API Reference
POST /report
Analyze an entire menu and get a comprehensive quality report: duplicates, noise detection, cuisine breakdown, non-food items, and an overall quality score. Useful for onboarding new restaurants or auditing existing catalog data.
Request
| Parameter | Type | Required | Description |
|---|
items | string[] | Yes | Full menu item list to analyze. 1-2000 items, max 500 chars each. |
restaurant_name | string | No | Restaurant name for the report header. Default: empty string. |
{
"items": [
"Chicken Biryani",
"**NEW** Murgh Biryani Serves 2",
"Paneer Tikka",
"Panner Tika",
"Masala Dosa",
"Paper Napkins",
"Cigarette Lighter"
],
"restaurant_name": "Sample Restaurant"
}
Response
| Field | Type | Description |
|---|
restaurant_name | string | Restaurant name (if provided) |
total_items | int | Total menu items analyzed |
noise_analysis | object | Promotional text and formatting noise analysis |
dedup_summary | object | Duplicate item detection summary |
cuisine_breakdown | object or null | Cuisine distribution (null if classifier not loaded) |
non_food_items | object[] | Items detected as non-food |
quality_score | int | Overall menu quality score (0-100, higher is better) |
processing_time_ms | float | Processing time in milliseconds |
noise_analysis
| Field | Type | Description |
|---|
items_with_noise | int | Count of items with promotional or formatting noise |
noise_percentage | float | Percentage of menu items with noise |
examples | object[] | Up to 5 examples showing original and cleaned text |
dedup_summary
| Field | Type | Description |
|---|
total_clusters | int | Number of duplicate groups found |
total_duplicate_items | int | Total excess duplicates across all clusters |
top_clusters | object[] | Largest duplicate clusters (up to 10) |
cuisine_breakdown
| Field | Type | Description |
|---|
distribution | object | Cuisine label to item count mapping, e.g. {"North Indian": 12, "Chinese": 5} |
non_food_items
| Field | Type | Description |
|---|
item | string | Item text flagged as non-food |
category | string | Non-food category: pharmacy, grocery, or merchandise |
Example
import requests
response = requests.post("https://embed.statode.com/report",
headers={"X-API-Key": "YOUR_KEY", "Content-Type": "application/json"},
json={
"items": menu_items,
"restaurant_name": "Biryani House"
}
)
report = response.json()
print(f"Quality Score: {report['quality_score']}/100")

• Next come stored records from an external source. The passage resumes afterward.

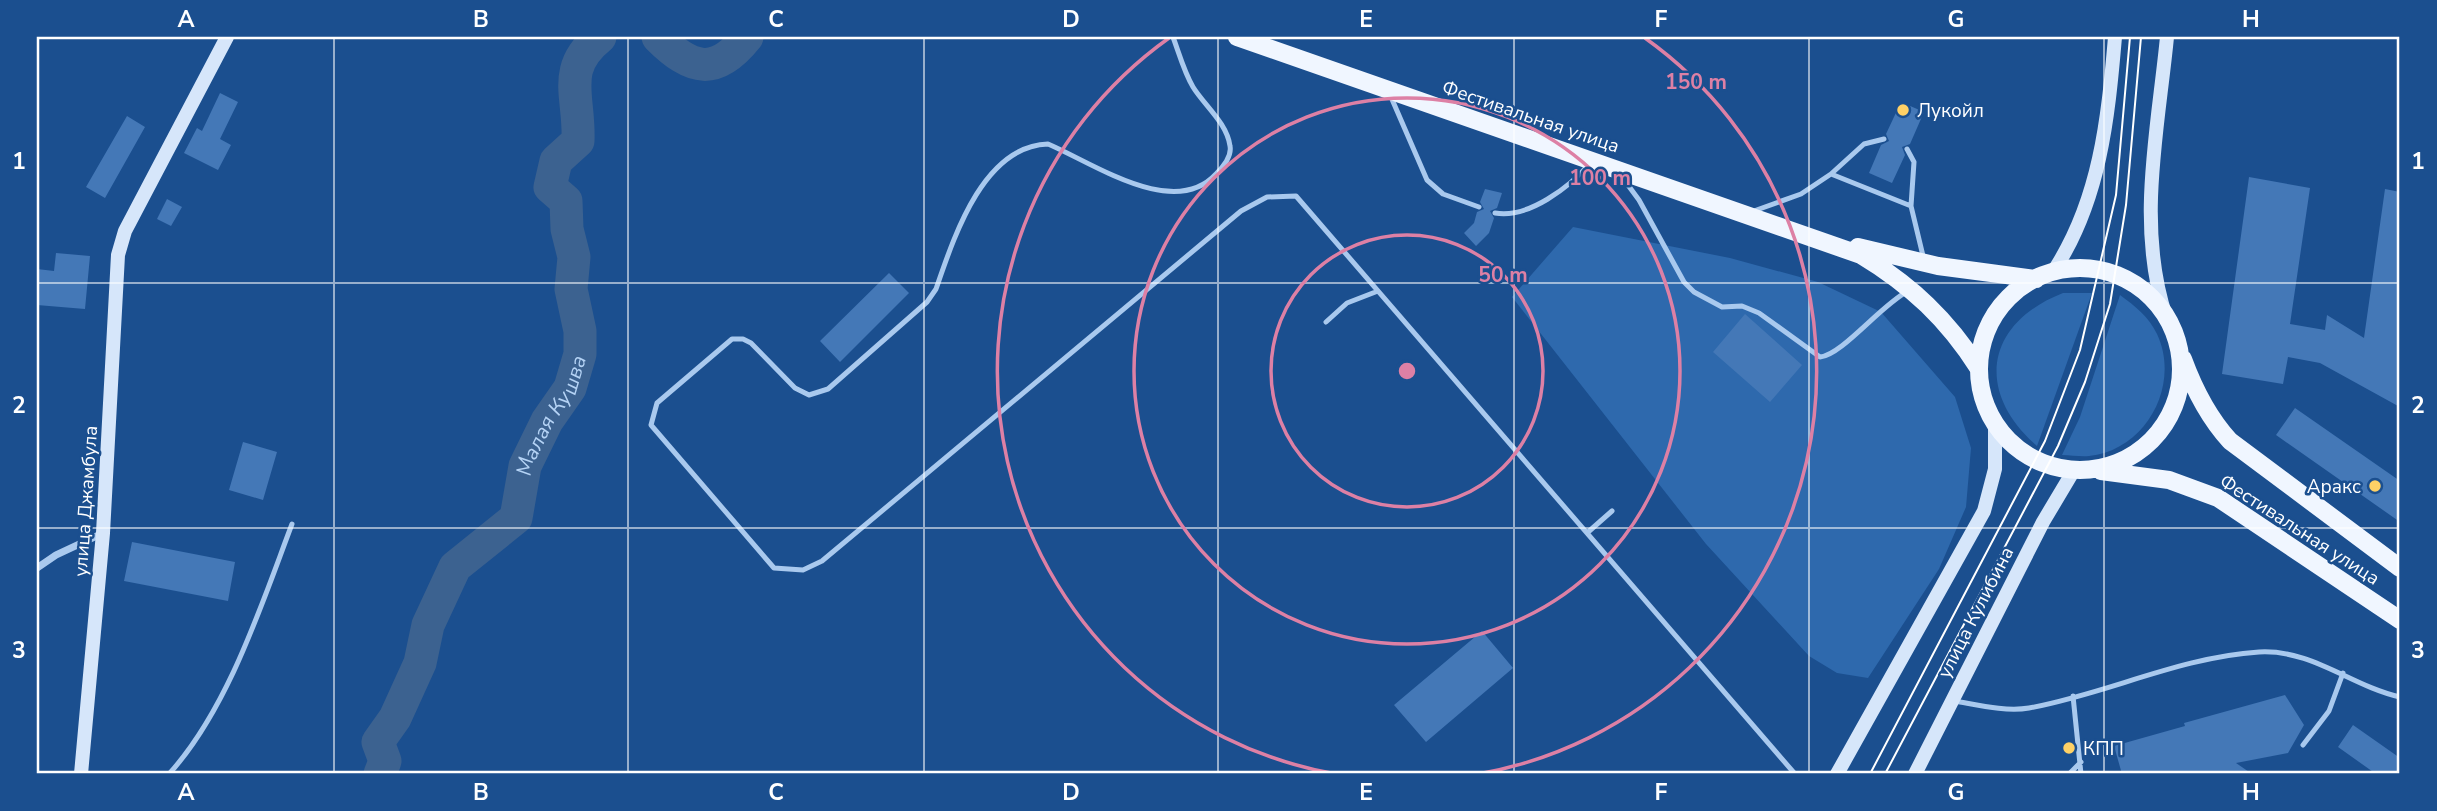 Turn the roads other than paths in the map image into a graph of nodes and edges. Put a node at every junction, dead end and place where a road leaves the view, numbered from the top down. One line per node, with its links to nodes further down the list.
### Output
1 (227, 37): 30 (street, улица Джамбула)
2 (1173, 37): 21 (lane)
3 (1237, 37): 6 (main road, Фестивальная улица)
4 (2115, 37): 18 (street)
5 (2167, 37): 22 (street)
6 (1389, 91): 9 (main road, Фестивальная улица); 13 (lane)
7 (1884, 139): 11 (lane)
8 (1907, 149): 12 (lane)
9 (1593, 160): 10 (main road, Фестивальная улица); 14 (lane)
10 (1614, 167): 15 (main road, Фестивальная улица); 20 (lane)
11 (1831, 174): 12 (lane); 15 (lane)
12 (1912, 206): 17 (lane)
13 (1479, 207)
14 (1495, 213)
15 (1747, 213): 16 (main road, Фестивальная улица)
16 (1811, 236): 17 (main road, Фестивальная улица); 20 (main road, Фестивальная улица)
17 (1925, 263): 19 (main road, Фестивальная улица)
18 (2053, 272): 19 (main road); 22 (main road)
19 (2036, 279): 25 (main road)
20 (1912, 289): 25 (main road, Фестивальная улица)
21 (1378, 291): 23 (lane); 31 (lane)
22 (2166, 317): 24 (main road)
23 (1326, 322)
24 (2178, 346): 27 (main road); 33 (main road, Фестивальная улица)
25 (1979, 369): 26 (main road)
26 (1995, 425): 27 (main road); 44 (street)
27 (2082, 470): 34 (main road, Фестивальная улица); 38 (street, улица Кулибина)
28 (1612, 511): 31 (lane)
29 (292, 524): 42 (lane)
30 (103, 533): 32 (street); 41 (street, улица Джамбула)
31 (1587, 533): 43 (lane)
32 (37, 568)
33 (2400, 568)
34 (2400, 620)
35 (2343, 673): 36 (lane); 37 (lane); 39 (lane)
36 (2073, 696): 38 (lane); 40 (lane)
37 (2400, 697)
38 (1952, 700): 45 (street, улица Кулибина)
39 (2303, 745)
40 (2081, 762): 46 (lane); 47 (lane)
41 (80, 774)
42 (169, 774)
43 (1795, 774)
44 (1837, 774)
45 (1915, 774)
46 (2069, 774)
47 (2081, 774)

print(f"Duplicates: {report['dedup_summary']['total_duplicate_items']} excess items")
print(f"Noise: {report['noise_analysis']['noise_percentage']:.0f}% of items have noise")
print(f"Non-food: {len(report['non_food_items'])} items flagged")
Cost
3.0 credits per item.
Notes
- This endpoint runs the full analysis pipeline (embed + dedup + classify + noise detection + non-food detection), which is why it costs more than individual endpoints.
- The quality score penalizes: high duplicate percentage, noise, non-food items, and low cuisine diversity.
- Non-food detection catches items like paper napkins, cigarettes, phone chargers, and other merchandise that sometimes appears in delivery platform catalogs.
- For menus over 2000 items, split into batches.